There are two very different kinds of fear: First, there is the fear of the Lord (Proverbs 9:10). Secondly, there is the fear of man (Proverbs 29:25). What you fear tells your story.
The fear of the Lord comes from a right view of God, is rooted in faith, and evidenced in love (Galatians 5:6). The fear of man comes from an absent or flawed view of God, is rooted in unbelief, and cannot please God (Galatians 3:2,21, 22).
“By faith” has always been the way to righteousness. In Genesis 15:6 we read, “Abraham believed God and it was credited to him as righteousness.” This is true for both justification and sanctification. God does not change the means after we are saved. Sanctification is by grace, through faith as well, and will bear the fruit of righteousness.
Returning to the law as a means of sanctification is what Paul is talking about in Galatians 3:1-3 when he says, “You foolish Galatians! Who has bewitched you? Before your very eyes Jesus Christ was clearly portrayed as crucified. I would like to learn just one thing from you: Did you receive the Spirit by the works of the law, or by believing what you heard? Are you so foolish? After beginning by means of the Spirit, are you now trying to finish by means of the flesh?”

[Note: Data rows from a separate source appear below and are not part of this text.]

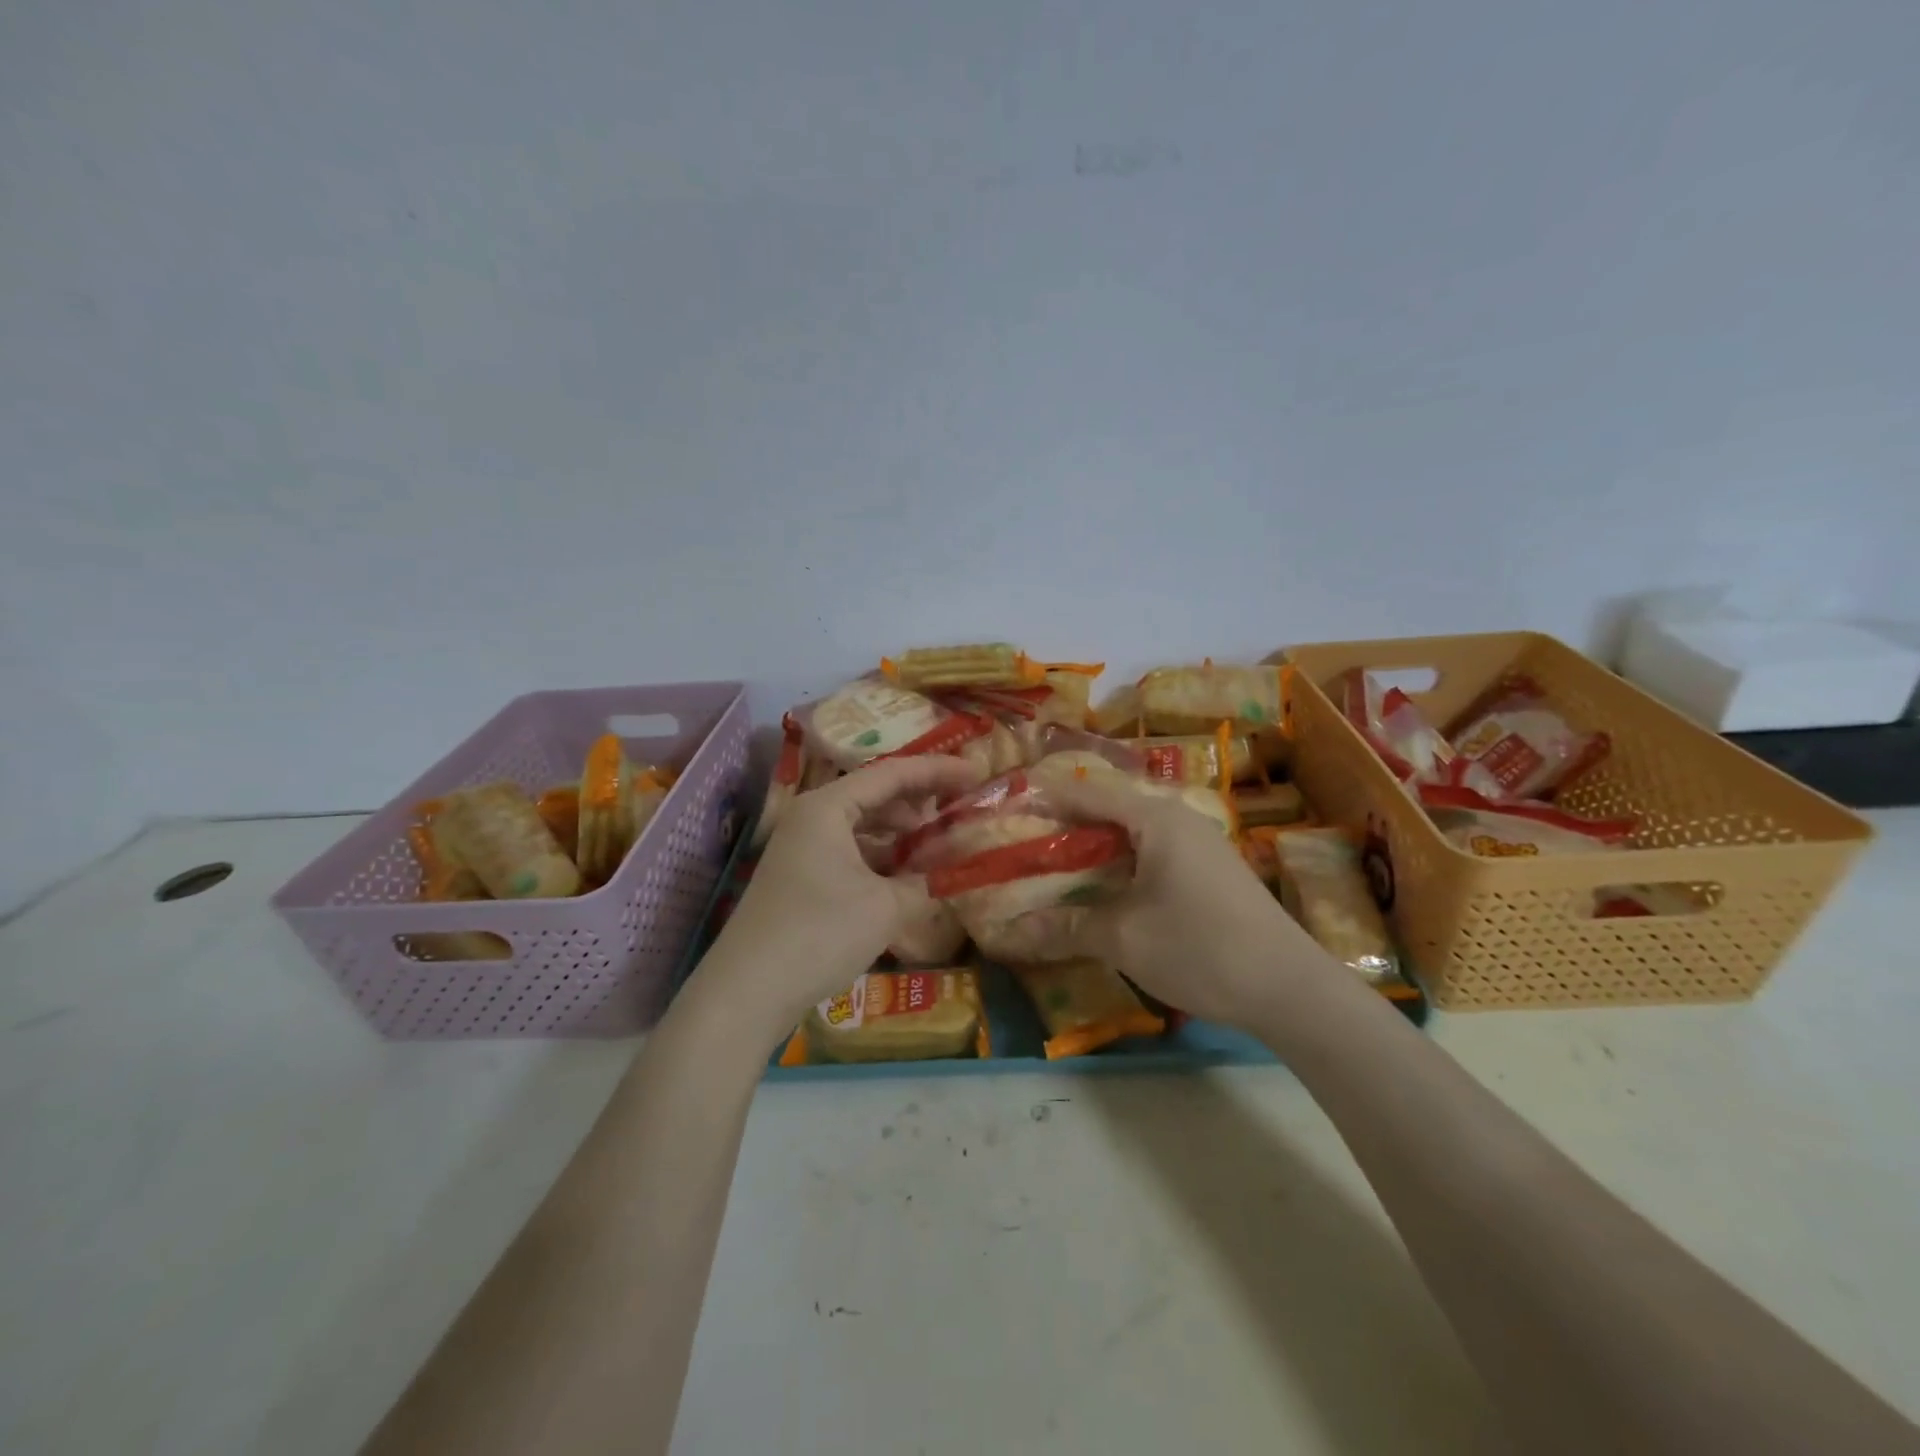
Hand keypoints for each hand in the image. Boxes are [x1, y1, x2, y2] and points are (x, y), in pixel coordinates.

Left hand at [693, 755, 982, 1041]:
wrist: (747, 992)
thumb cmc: (819, 934)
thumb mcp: (885, 907)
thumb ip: (926, 880)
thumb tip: (954, 869)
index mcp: (828, 807)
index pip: (892, 773)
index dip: (938, 771)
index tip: (977, 774)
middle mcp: (812, 817)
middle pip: (875, 795)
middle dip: (920, 803)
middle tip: (961, 811)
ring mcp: (802, 848)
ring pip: (863, 827)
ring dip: (902, 835)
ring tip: (940, 847)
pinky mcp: (801, 878)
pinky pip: (851, 853)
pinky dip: (882, 859)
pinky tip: (907, 878)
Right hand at [1037, 767, 1328, 1026]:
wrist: (1289, 988)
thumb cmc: (1200, 948)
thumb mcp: (1123, 938)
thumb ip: (1065, 927)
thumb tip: (1010, 935)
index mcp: (1155, 818)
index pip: (1087, 793)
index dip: (1046, 800)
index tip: (1009, 812)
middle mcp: (1178, 819)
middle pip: (1110, 810)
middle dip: (1066, 828)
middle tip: (1025, 847)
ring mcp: (1200, 845)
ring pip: (1133, 834)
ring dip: (1095, 850)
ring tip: (1056, 870)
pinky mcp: (1211, 871)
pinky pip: (1153, 854)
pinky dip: (1122, 866)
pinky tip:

He also makes this point in Colossians 2:6 when he says, “So then, just as you received Christ Jesus as Lord, continue to live your lives in him, rooted and built up in him, strengthened in the faith as you were taught, and overflowing with thankfulness.” In other words the same way you were saved is the same way you are to live. It is by grace through faith and the obedient life is the fruit of a working faith.
We are not saved by grace through faith and then sanctified by obedience. Confusing the means with the result is a serious mistake and will lead to a performance based sanctification that cannot please God. Hebrews 11:6 declares, that “without faith it is impossible to please God.” Each story that follows in faith’s “hall of fame” chapter is a story of men and women obeying God as a result of an active and genuine faith. Philippians 2:12, 13 also shows good works as rooted in faith. Faith works—works to do not produce faith.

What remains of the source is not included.